The article continues: "Buccaneers, however, will have the center of the stage. According to Hubbard, the strongholds and bivouacs of the Spanish Main have lain neglected and forgotten for centuries, and there has never been a concerted attempt to tear apart the jungles to find the castles of Teach, Morgan, Bonnet, Bluebeard, Kidd, Sharp, Ringrose and L'Ollanais, to name a few."

Apparently Hubbard and crew intended to make "motion pictures" for Fox Movietone News: "Down there where the sun is whipping heat waves from the palms, this crew of gentlemen rovers will re-enact the scenes which struck terror to the hearts of the world only a few hundred years ago - with the difference that this time it will be for the benefit of the fun and the flickering ribbon of celluloid .... Scenarios will be written on the spot in accordance with the legends of the particular island, and after a thorough research through the ship's library which is to include many authoritative books on pirates." Hubbard had become one of the eight Associate Editors of The University Hatchet with this issue, so quite possibly he wrote the piece. The style certainly fits.

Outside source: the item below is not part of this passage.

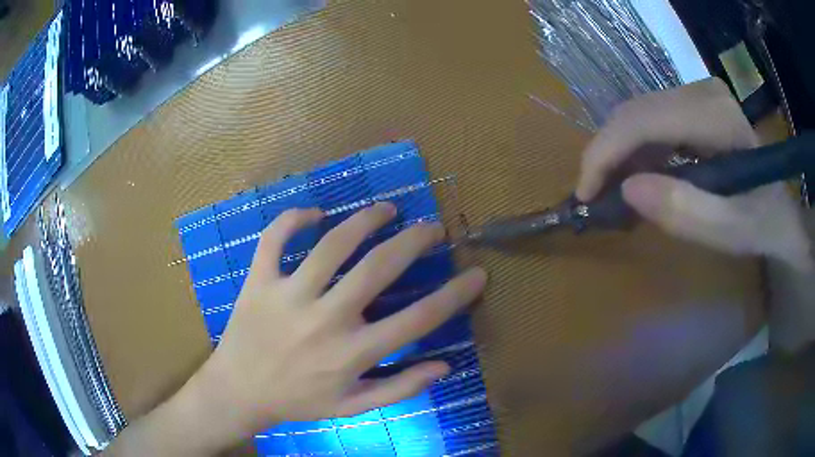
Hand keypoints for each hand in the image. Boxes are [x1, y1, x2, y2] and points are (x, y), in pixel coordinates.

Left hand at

The voyage took place aboard a 1,000 ton sailing ship, the Doris Hamlin, captained by F.E. Garfield. Fifty students were to take part, and the Hatchet article gives an impressive list of proposed ports of call.

However, the "expedition" failed to realize its promise. On his return to the U.S., Hubbard wrote an article for the Washington Daily News:

On June 23, 1932, the chartered fourmaster schooner Doris Hamlin sailed from Baltimore for the West Indies with fifty-six men aboard. Exclusive of six old sea dogs the crew consisted of young men between the ages of twenty and thirty who thirsted for adventure and the high seas. A movie camera, scientific apparatus and a radio completed the Caribbean Motion Picture Expedition . . .

Just twelve hours before the Doris Hamlin slipped her whips, ten men cancelled their passage and left us in a delicate financial situation . . . Our first port of call was Bermuda. The captain was ordered to stand off the island while we landed for mail, but leaky water tanks gave him an excuse to put into the harbor.

Towage, pilotage, and expensive water again depleted the treasury. Two days at sea the water again leaked out and left us with the same amount we had before entering Bermuda. Due to the prevailing direction of the trade winds, it was necessary that we go to Martinique that we might make the more important ports in our itinerary. At Fort de France, Martinique, we put in for mail and supplies.

I refused to turn money over to the captain. Immediately, the crew demanded their wages. I wired home for more money, but before it could arrive the captain told me he had received money from the owners and that the ship was going back home. I fought the situation as well as I could but the consul at Fort de France allowed a protest to be filed and my hands were tied.

In Bermuda eleven men had become disgusted with the somewhat turbulent seas and had obtained discharges that they might return home. We had fired our cook there... and had hired two men from Bermuda. In Martinique we lost several other men who had become disgusted with the situation. When we left Martinique, the whole aspect of the trip had changed. Morale was down to zero.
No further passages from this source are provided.